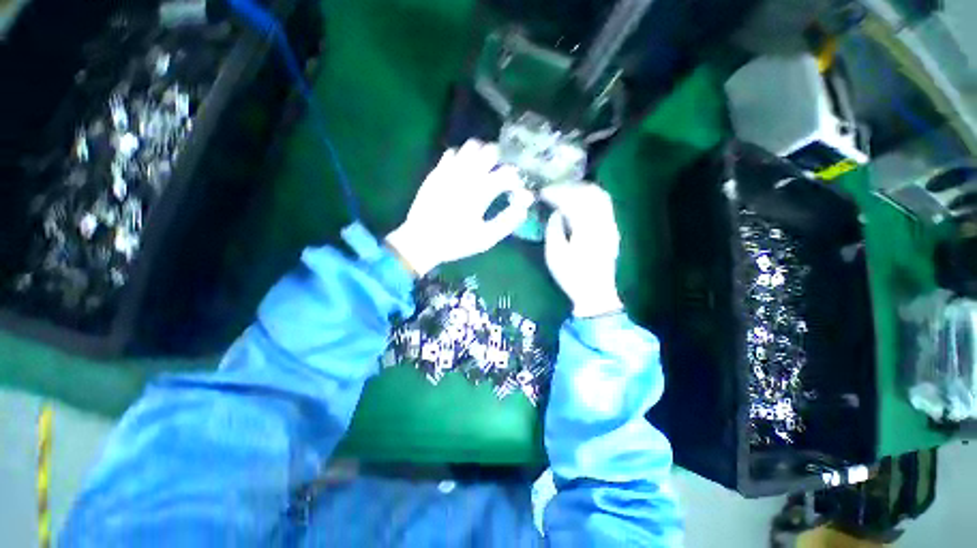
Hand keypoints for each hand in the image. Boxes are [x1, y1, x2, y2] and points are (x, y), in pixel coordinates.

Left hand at [386, 140, 533, 276]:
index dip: (517, 181)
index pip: (508, 173)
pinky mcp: (437, 171)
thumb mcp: (485, 238)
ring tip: (485, 170)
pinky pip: (452, 153)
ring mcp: (449, 170)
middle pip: (491, 150)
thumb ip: (507, 222)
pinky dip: (463, 158)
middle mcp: (466, 174)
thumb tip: (524, 208)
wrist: (420, 241)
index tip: (517, 192)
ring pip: (471, 146)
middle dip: (502, 160)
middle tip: (503, 176)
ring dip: (482, 155)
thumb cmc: (455, 242)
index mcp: (481, 191)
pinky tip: (464, 172)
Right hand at [541, 183, 623, 317]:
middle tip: (553, 189)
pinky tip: (580, 202)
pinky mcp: (612, 229)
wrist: (596, 293)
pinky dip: (590, 198)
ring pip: (599, 196)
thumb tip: (556, 213)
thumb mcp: (555, 255)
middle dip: (569, 187)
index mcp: (586, 228)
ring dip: (581, 190)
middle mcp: (602, 221)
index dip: (556, 193)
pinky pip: (604, 205)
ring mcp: (611, 224)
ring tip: (564, 191)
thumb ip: (554, 229)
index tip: (543, 192)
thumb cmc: (573, 276)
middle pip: (589, 192)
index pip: (572, 200)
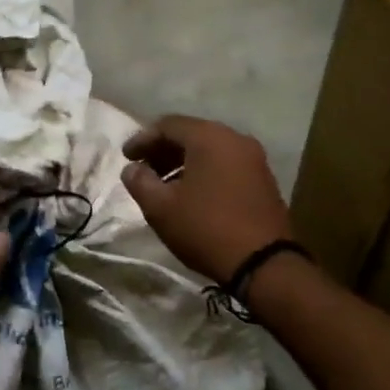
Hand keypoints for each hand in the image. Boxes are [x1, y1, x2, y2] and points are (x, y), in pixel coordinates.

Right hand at [121, 115, 294, 284]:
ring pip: (209, 150)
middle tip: (142, 170)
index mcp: (210, 137)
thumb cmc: (206, 228)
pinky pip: (225, 164)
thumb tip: (132, 169)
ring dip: (182, 162)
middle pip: (191, 134)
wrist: (264, 264)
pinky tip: (190, 194)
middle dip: (163, 150)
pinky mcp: (263, 180)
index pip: (168, 125)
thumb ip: (140, 182)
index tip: (126, 158)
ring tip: (163, 185)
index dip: (142, 139)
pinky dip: (203, 171)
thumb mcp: (161, 207)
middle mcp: (235, 139)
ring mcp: (254, 159)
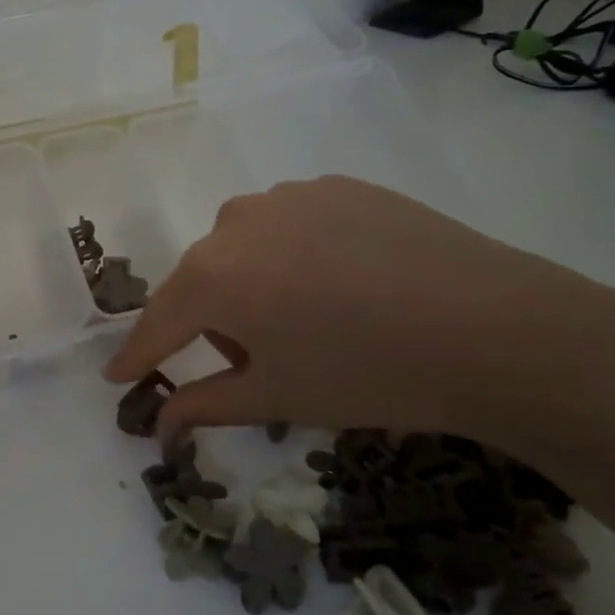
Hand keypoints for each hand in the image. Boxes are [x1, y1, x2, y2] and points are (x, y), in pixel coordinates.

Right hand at [103, 175, 614, 445]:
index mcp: (212, 275)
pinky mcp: (339, 186)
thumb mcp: (277, 398)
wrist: (496, 328)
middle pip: (204, 282)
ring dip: (255, 285)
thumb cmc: (367, 374)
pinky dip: (298, 256)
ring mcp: (290, 196)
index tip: (118, 378)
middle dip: (216, 323)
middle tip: (263, 361)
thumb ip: (204, 405)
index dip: (138, 356)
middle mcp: (236, 223)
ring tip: (313, 319)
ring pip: (246, 249)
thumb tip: (158, 428)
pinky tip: (347, 283)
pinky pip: (293, 226)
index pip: (158, 324)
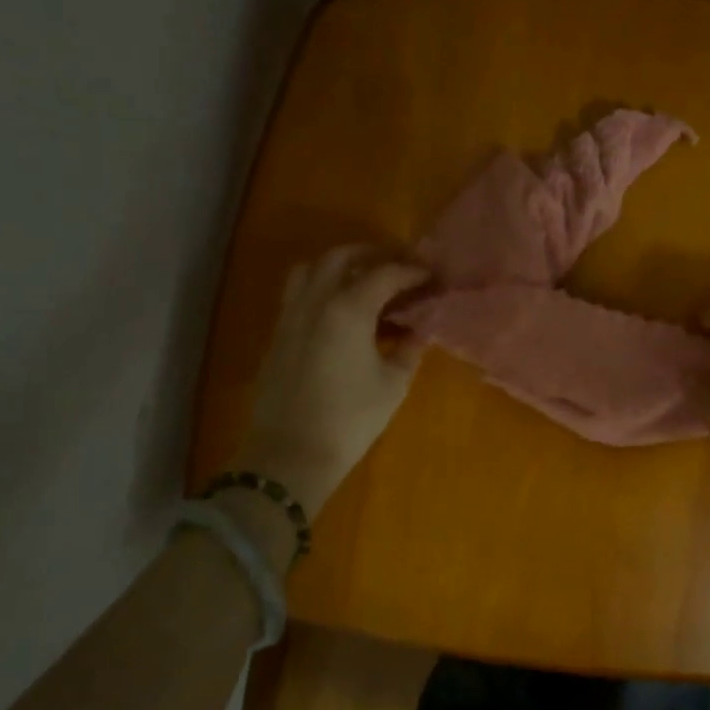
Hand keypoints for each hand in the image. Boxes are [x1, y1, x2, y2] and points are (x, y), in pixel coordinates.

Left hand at [233, 246, 430, 517]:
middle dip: (372, 255)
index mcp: (348, 309)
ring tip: (363, 281)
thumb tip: (418, 331)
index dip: (412, 271)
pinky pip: (299, 294)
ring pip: (311, 270)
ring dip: (339, 266)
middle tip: (398, 266)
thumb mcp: (392, 385)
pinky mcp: (278, 335)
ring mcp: (291, 316)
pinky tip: (339, 311)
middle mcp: (315, 301)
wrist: (290, 455)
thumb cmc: (350, 419)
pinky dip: (321, 288)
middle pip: (341, 257)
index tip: (432, 275)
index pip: (385, 274)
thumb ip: (408, 350)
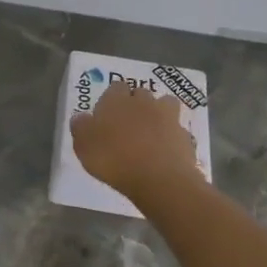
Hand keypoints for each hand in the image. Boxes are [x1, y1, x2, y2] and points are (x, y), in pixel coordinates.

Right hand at [70, 85, 198, 200]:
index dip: (112, 98)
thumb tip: (80, 117)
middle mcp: (143, 102)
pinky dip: (172, 136)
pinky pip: (177, 130)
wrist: (159, 178)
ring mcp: (168, 117)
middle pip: (140, 93)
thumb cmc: (114, 159)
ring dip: (159, 113)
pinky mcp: (185, 135)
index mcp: (116, 100)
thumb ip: (81, 128)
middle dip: (136, 103)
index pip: (115, 87)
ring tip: (151, 131)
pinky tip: (165, 151)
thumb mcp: (84, 146)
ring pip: (165, 104)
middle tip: (128, 123)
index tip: (107, 114)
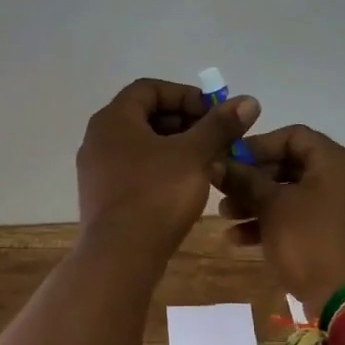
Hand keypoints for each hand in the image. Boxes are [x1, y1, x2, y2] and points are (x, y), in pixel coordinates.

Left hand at [77, 79, 260, 257]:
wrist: (120, 256)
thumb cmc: (157, 195)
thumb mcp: (195, 155)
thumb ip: (220, 126)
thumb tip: (248, 100)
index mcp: (113, 119)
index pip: (149, 89)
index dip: (185, 95)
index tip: (214, 113)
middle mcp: (98, 138)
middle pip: (145, 116)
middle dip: (184, 123)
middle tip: (215, 139)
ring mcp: (96, 170)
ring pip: (141, 145)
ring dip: (176, 148)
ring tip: (207, 162)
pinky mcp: (102, 196)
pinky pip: (134, 169)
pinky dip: (161, 169)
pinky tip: (185, 186)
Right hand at [214, 125, 344, 315]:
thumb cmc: (311, 242)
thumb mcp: (272, 207)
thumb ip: (244, 181)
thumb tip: (217, 163)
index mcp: (336, 161)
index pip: (292, 136)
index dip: (257, 146)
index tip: (229, 161)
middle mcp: (344, 178)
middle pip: (290, 166)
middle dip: (252, 180)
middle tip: (223, 192)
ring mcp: (343, 209)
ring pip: (292, 195)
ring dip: (257, 204)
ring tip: (226, 218)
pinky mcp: (338, 236)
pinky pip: (301, 219)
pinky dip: (274, 224)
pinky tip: (241, 240)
┄┄┄┄┄┄┄┄┄┄┄┄┄┄┄┄┄┄┄┄
[WORK REQUEST] Could you output every record above exactly as written, leaving out the pictures?

[ANSWER BELOW]
Hand keypoints for each hand in the image. Boxes are [x1, y1, x2, y2] and points are (x, y), in pixel coordinates.

Left hand at [386, 140, 533, 276]:
index dip: (517, 181)
index pip: (508, 173)
pinky mcp: (437, 171)
thumb mcp: (485, 238)
ring tip: (485, 170)
pinky pip: (452, 153)
ring mcp: (449, 170)
middle pip: (491, 150)
thumb ip: (507, 222)
pinky dip: (463, 158)
middle mcp: (466, 174)
thumb tip: (524, 208)
wrist: (420, 241)
index tip: (517, 192)
ring pip: (471, 146)
middle dip: (502, 160)
middle tip: (503, 176)
ring dip: (482, 155)
thumb cmc: (455, 242)
index mcp: (481, 191)
pinky tip: (464, 172)
Right hand at [541, 183, 623, 317]:
middle tip: (553, 189)
pinky tip: (580, 202)
pinky mcp: (612, 229)
wrist: (596, 293)
pinky dip: (590, 198)
ring pip: (599, 196)
thumb tip: (556, 213)
thumb mcp: (555, 255)
middle dip: (569, 187)
index mcp: (586, 228)
ring dip: (581, 190)
middle mcp: (602, 221)
index dip: (556, 193)
pinky pip: (604, 205)
ring mcp: (611, 224)
ring tip: (564, 191)
thumb ip: (554, 229)
index tip: (543, 192)
thumb cmc: (573, 276)
middle pip: (589, 192)
index pip: (572, 200)
Hand keypoints for each hand in the image. Boxes are [x1, y1, x2, y2] and points are (x, y), in pixel coordinates.

Right hand at [121, 115, 294, 284]:
ring pip: (209, 150)
middle tip: (142, 170)
index mcp: (210, 137)
thumb cmc: (206, 228)
pinky pip: (225, 164)
thumb tip: (132, 169)
ring dip: (182, 162)
middle pip: (191, 134)
wrist: (264, 264)
pinky tip: (190, 194)
middle dip: (163, 150)
pinky mcp: (263, 180)
index pip: (168, 125)
thumb ip: (140, 182)
index tip: (126, 158)
ring tip: (163, 185)
index dip: (142, 139)
pinky dip: (203, 171)
thumb mcp: (161, 207)
middle mcp: (235, 139)
ring mcp: (254, 159)
Hand keypoints for each hand in the image. Boxes are [x1, y1, x2, y2] and points are (x, y), in pixel coordinates.

Right hand at [103, 175, 614, 445]:
index mcp: (212, 275)
pinky mcp: (339, 186)
thumb mcp: (277, 398)
wrist: (496, 328)
middle pip: (204, 282)
ring dip: (255, 285)
thumb cmc: (367, 374)
pinky dip: (298, 256)
ring mcp: (290, 196)
index tip: (118, 378)
middle dip: (216, 323)
middle tip: (263, 361)
thumb ip: (204, 405)
index dip: (138, 356)
middle mcp: (236, 223)
ring tip: (313, 319)
ring pip: (246, 249)
thumb tip: (158, 428)
pinky tip: (347, 283)
pinky pip: (293, 226)
index pip: (158, 324)
Hand keypoints for each hand in the image. Boxes are [x1, y1, x2, y2] and points are (x, y), in pixel coordinates.

Left hand at [233, 246, 430, 517]:
middle dip: (372, 255)
index mcp: (348, 309)
ring tip: (363, 281)
thumb tip: (418, 331)
index dip: (412, 271)
pinky pip: (299, 294)
ring pip: (311, 270)
ring dip: (339, 266)
middle tip: (398, 266)
thumb mcp: (392, 385)
pinky mcp: (278, 335)
ring mcp: (291, 316)
pinky tip: (339, 311)
middle mcp: (315, 301)
wrist: (290, 455)
thumb cmc: (350, 419)
pinky dip: (321, 288)
middle pip: (341, 257)
index tip: (432, 275)
index pip: (385, 274)
thumb ip: (408, 350)
Hand keypoints for each hand in the image. Boxes are [x1, y1, x2, y2] and points are (x, y), in pixel coordinates.

Right hand at [70, 85, 198, 200]:
index dip: (112, 98)
thumb tip: (80, 117)
middle mcp: (143, 102)
pinky dip: (172, 136)
pinky pip: (177, 130)
wrist: (159, 178)
ring mcp: (168, 117)
middle pip: (140, 93)
thumb cmc: (114, 159)
ring dip: (159, 113)
pinky mcp: (185, 135)
index mcp: (116, 100)
thumb ip: (81, 128)
middle dip: (136, 103)
index pip: (115, 87)
ring tip: (151, 131)
pinky tip: (165, 151)
thumb mcp: (84, 146)
ring pip: (165, 104)
middle tip: (128, 123)
index tip: (107, 114)
Hand keypoints for each hand in the image. Boxes are [x1, y1, x2, y2] and points are (x, y), in pixel coordinates.

Left hand at [77, 79, 260, 257]:
wrist: (120, 256)
thumb cmc: (157, 195)
thumb mcp: (195, 155)
thumb ip: (220, 126)
thumb tip: (248, 100)
index mcp: (113, 119)
index pip: (149, 89)
index dip: (185, 95)
index tip: (214, 113)
middle mcp: (98, 138)
middle pip: (145, 116)
middle dip: (184, 123)
middle tip: (215, 139)
ring mcp: (96, 170)
ring pip: (141, 145)
ring dip: (176, 148)
ring tip: (207, 162)
pinky mcp: (102, 196)
pinky pip: (134, 169)
pinky dip: (161, 169)
pinky tip: (185, 186)
Right hand at [214, 125, 344, 315]:
thumb cmc: (311, 242)
thumb mcp: (272, 207)
thumb ip: (244, 181)
thumb tip: (217, 163)
index mcp: (336, 161)
index pip: (292, 136)
index dip: (257, 146)
index tip: (229, 161)
middle mcp: (344, 178)
middle pip: (290, 166)
middle dip: (252, 180)
middle tip: (223, 192)
ring mcp: (343, 209)
ring pip: (292, 195)
ring dip: (257, 204)
ring tip: (226, 218)
pinky mcp: (338, 236)
pinky pip: (301, 219)
pinky dip: (274, 224)
pinky tip: (241, 240)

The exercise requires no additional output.